[Items from a data source]
..........

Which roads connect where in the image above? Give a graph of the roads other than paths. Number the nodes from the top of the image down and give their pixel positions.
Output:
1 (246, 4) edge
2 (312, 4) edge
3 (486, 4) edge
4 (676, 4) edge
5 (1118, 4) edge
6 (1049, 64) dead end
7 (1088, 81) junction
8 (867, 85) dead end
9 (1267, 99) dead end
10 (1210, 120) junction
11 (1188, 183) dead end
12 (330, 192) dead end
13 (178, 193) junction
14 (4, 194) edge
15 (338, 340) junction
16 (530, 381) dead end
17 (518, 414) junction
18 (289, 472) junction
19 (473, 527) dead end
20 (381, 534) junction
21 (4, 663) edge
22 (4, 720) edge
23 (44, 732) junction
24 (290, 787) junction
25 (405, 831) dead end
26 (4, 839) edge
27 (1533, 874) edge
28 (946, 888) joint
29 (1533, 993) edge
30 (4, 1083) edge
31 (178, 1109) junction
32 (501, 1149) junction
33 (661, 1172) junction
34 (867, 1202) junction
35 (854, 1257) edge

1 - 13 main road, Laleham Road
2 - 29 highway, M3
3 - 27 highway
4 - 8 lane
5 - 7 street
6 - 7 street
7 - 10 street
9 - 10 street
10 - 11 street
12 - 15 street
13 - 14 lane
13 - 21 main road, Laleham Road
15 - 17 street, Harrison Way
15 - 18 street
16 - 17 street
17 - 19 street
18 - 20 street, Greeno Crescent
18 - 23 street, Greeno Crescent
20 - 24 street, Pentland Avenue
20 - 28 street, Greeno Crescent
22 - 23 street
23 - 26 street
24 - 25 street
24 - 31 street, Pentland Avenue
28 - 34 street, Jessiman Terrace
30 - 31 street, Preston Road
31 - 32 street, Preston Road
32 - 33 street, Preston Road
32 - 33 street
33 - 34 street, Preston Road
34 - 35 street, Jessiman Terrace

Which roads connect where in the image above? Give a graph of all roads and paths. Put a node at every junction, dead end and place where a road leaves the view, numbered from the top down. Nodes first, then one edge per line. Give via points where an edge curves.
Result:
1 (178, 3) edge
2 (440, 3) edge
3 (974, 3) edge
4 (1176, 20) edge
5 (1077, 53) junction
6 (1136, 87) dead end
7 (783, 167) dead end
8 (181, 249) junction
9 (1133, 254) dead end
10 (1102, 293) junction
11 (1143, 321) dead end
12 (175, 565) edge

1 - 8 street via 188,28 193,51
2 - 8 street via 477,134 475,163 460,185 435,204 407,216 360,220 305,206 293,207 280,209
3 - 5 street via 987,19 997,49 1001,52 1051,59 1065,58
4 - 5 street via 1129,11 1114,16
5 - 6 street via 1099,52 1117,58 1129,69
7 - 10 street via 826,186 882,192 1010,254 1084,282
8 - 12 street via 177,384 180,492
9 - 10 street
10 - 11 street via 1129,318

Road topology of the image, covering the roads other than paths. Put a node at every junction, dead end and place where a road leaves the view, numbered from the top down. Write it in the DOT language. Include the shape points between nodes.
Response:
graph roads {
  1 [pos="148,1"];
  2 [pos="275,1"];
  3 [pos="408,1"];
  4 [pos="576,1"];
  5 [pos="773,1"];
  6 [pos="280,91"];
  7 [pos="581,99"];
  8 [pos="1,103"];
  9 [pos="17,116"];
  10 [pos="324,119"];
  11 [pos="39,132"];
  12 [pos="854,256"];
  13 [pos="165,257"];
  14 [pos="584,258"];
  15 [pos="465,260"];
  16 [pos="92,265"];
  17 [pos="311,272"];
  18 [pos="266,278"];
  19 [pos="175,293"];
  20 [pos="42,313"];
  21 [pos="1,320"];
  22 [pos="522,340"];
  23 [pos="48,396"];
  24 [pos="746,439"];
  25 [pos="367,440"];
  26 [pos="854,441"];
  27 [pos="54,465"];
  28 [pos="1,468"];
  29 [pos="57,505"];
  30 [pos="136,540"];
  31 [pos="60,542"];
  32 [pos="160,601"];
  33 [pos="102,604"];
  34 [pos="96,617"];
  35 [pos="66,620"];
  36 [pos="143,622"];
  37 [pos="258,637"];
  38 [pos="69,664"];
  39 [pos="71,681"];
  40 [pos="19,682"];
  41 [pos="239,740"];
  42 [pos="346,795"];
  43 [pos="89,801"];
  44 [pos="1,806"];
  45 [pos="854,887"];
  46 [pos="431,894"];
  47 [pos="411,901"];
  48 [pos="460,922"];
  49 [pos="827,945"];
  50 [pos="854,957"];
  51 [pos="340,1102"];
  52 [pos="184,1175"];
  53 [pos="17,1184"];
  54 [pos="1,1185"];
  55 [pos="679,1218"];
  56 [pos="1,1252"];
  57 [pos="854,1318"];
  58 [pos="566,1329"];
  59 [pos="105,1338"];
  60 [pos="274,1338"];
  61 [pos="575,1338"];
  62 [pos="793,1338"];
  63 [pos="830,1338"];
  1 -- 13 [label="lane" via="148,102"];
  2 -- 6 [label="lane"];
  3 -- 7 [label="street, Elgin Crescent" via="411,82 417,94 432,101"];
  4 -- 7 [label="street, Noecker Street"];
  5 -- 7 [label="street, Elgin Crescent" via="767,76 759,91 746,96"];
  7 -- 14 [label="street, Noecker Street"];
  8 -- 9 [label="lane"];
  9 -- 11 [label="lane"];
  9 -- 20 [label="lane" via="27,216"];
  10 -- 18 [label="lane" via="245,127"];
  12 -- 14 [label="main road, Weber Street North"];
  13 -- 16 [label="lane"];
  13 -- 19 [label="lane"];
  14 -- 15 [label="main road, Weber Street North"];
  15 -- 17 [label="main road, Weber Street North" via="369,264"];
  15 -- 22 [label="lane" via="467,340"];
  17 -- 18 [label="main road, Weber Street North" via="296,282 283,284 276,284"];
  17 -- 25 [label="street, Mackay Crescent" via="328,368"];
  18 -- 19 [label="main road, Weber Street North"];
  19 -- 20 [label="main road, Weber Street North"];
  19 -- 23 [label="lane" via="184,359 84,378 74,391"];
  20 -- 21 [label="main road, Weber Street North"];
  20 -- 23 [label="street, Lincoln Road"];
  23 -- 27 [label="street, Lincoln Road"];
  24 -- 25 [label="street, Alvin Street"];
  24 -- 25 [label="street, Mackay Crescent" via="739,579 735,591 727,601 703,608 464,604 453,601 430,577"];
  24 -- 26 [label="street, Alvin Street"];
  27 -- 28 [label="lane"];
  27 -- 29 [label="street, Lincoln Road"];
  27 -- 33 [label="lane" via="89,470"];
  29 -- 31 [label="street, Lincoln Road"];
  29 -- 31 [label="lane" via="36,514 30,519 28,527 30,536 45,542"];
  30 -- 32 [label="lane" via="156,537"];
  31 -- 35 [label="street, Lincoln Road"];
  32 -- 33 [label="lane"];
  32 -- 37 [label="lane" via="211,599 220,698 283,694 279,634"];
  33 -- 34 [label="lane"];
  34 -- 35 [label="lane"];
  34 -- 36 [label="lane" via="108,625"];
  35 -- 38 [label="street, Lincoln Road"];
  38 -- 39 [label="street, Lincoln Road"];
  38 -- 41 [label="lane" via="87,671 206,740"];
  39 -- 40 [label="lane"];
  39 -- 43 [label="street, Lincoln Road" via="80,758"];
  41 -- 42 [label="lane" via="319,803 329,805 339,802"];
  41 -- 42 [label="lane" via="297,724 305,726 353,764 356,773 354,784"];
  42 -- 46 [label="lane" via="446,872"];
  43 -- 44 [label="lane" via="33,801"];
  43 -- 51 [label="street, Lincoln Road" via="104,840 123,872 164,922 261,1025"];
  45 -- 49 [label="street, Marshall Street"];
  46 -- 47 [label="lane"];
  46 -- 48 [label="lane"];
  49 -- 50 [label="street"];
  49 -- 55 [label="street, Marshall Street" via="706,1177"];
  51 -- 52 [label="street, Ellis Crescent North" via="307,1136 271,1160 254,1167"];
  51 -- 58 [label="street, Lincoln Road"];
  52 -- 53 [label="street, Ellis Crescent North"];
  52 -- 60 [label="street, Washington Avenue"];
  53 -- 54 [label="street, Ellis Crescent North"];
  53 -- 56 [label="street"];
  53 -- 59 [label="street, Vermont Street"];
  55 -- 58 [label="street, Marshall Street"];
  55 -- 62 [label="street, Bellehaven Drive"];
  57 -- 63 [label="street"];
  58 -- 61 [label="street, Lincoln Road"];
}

..........

REQUIRED ACTION: Among the lines above, find those holding "Weber" and copy each one.

SOLUTION:
  12 -- 14 [label="main road, Weber Street North"];
  14 -- 15 [label="main road, Weber Street North"];
  15 -- 17 [label="main road, Weber Street North" via="369,264"];
  17 -- 18 [label="main road, Weber Street North" via="296,282 283,284 276,284"];
  18 -- 19 [label="main road, Weber Street North"];
  19 -- 20 [label="main road, Weber Street North"];
  20 -- 21 [label="main road, Weber Street North"];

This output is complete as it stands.